#### EXERCISE INPUTS

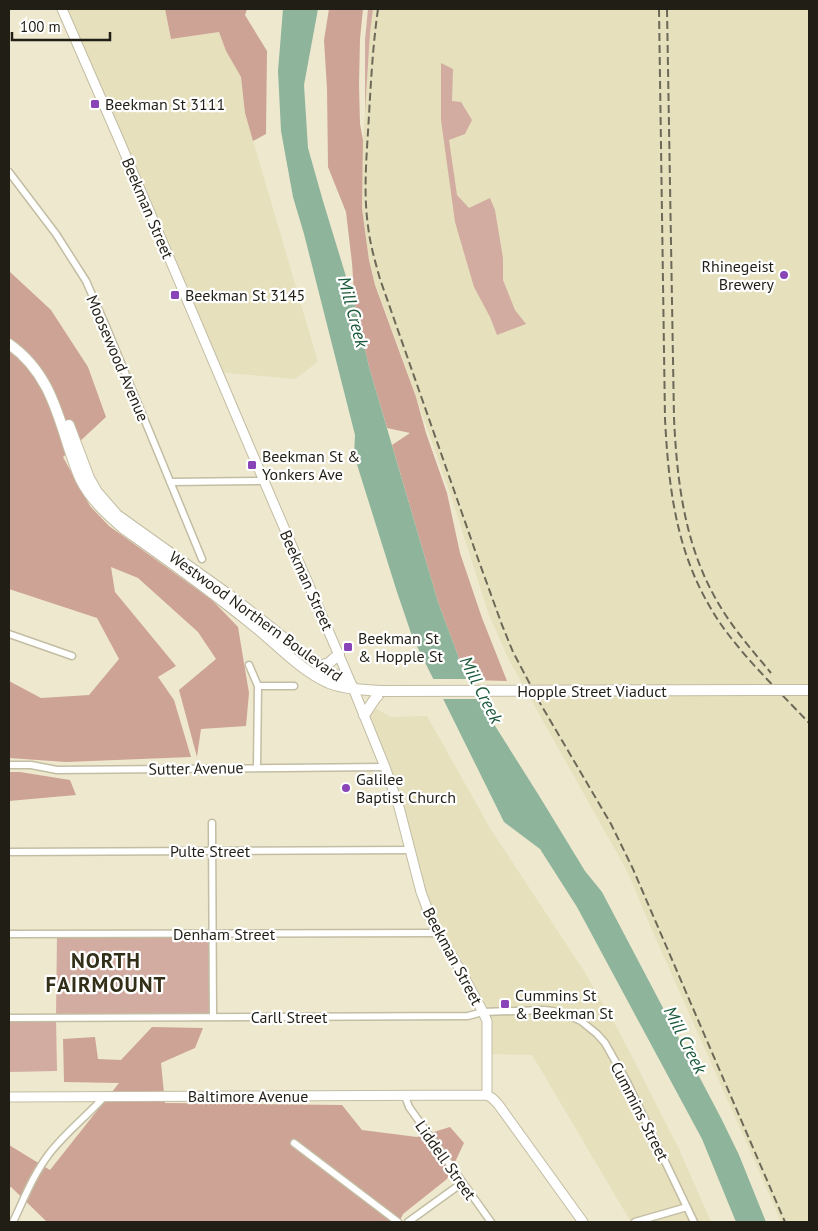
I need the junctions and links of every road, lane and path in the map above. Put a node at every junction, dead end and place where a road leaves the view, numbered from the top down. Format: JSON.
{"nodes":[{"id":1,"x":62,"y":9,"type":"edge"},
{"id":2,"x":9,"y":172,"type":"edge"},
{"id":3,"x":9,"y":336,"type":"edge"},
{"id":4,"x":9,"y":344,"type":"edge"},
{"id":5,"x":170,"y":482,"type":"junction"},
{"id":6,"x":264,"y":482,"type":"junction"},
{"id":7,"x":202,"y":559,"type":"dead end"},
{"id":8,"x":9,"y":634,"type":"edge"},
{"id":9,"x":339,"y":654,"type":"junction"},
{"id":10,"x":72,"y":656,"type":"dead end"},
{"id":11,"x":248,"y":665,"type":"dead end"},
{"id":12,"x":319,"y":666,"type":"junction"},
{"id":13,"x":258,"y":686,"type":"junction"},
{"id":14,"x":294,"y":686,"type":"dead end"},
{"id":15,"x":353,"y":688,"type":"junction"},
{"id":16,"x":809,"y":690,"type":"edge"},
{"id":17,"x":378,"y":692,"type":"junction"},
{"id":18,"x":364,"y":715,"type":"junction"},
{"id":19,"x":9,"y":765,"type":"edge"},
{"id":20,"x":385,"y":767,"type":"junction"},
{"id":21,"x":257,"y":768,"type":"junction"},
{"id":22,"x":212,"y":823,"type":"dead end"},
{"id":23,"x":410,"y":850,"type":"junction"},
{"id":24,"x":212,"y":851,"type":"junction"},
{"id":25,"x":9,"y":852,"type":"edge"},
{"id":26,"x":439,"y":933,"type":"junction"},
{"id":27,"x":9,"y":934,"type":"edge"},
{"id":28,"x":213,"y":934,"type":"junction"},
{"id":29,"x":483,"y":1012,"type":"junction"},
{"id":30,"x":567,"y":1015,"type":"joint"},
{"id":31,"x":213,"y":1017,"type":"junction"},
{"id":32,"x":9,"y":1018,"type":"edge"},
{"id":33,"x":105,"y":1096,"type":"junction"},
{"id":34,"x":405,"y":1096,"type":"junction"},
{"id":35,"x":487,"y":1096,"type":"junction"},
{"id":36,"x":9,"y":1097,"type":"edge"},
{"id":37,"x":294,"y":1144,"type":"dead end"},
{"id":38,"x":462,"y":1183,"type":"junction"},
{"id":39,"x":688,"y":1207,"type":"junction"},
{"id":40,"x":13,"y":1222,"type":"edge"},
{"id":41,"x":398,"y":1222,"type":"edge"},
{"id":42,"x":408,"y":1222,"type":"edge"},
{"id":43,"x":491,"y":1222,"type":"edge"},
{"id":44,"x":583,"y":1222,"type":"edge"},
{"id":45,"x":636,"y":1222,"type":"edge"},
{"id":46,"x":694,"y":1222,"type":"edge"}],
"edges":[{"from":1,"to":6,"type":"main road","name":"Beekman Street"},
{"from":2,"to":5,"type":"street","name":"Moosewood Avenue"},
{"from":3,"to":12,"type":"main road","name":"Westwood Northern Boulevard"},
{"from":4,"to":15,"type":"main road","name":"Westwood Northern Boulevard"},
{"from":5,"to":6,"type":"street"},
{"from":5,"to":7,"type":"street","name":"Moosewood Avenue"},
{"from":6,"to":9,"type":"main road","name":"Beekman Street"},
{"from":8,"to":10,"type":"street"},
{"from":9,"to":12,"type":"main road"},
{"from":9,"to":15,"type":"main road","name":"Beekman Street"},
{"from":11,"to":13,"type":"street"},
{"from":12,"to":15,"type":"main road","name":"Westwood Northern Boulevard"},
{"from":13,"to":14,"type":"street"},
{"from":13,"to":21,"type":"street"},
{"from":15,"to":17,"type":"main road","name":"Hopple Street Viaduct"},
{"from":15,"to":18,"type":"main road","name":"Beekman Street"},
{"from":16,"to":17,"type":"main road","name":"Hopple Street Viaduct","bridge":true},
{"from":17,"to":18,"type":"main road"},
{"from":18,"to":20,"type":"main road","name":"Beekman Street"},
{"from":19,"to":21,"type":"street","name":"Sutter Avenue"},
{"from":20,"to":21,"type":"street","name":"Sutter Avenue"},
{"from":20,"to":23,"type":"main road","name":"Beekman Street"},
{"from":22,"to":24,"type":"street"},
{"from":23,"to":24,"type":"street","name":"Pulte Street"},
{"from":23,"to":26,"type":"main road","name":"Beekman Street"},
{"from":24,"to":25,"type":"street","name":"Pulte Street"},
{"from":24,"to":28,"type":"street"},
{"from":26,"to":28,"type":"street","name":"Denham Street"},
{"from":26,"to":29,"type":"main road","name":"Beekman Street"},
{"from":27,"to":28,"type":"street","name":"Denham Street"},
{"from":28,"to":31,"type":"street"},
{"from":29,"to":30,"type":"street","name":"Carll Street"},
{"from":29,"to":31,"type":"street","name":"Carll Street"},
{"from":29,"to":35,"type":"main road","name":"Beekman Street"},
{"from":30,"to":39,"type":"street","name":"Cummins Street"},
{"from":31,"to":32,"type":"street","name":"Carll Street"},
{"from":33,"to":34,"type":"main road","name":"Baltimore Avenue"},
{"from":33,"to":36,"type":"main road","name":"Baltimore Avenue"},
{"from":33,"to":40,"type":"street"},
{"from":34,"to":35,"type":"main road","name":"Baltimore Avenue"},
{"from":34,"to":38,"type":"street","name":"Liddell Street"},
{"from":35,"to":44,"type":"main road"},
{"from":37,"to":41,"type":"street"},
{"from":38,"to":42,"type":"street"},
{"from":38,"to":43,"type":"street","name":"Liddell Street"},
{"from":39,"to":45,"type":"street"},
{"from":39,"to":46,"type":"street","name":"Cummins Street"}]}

########

### [YOUR INSTRUCTIONS]
Go through the records and report each line that contains "Beekman".

### [RESPONSE AREA]
"edges":[{"from":1,"to":6,"type":"main road","name":"Beekman Street"},
{"from":6,"to":9,"type":"main road","name":"Beekman Street"},
{"from":9,"to":15,"type":"main road","name":"Beekman Street"},
{"from":15,"to":18,"type":"main road","name":"Beekman Street"},
{"from":18,"to":20,"type":"main road","name":"Beekman Street"},
{"from":20,"to":23,"type":"main road","name":"Beekman Street"},
{"from":23,"to":26,"type":"main road","name":"Beekman Street"},
{"from":26,"to":29,"type":"main road","name":"Beekman Street"},
{"from":29,"to":35,"type":"main road","name":"Beekman Street"},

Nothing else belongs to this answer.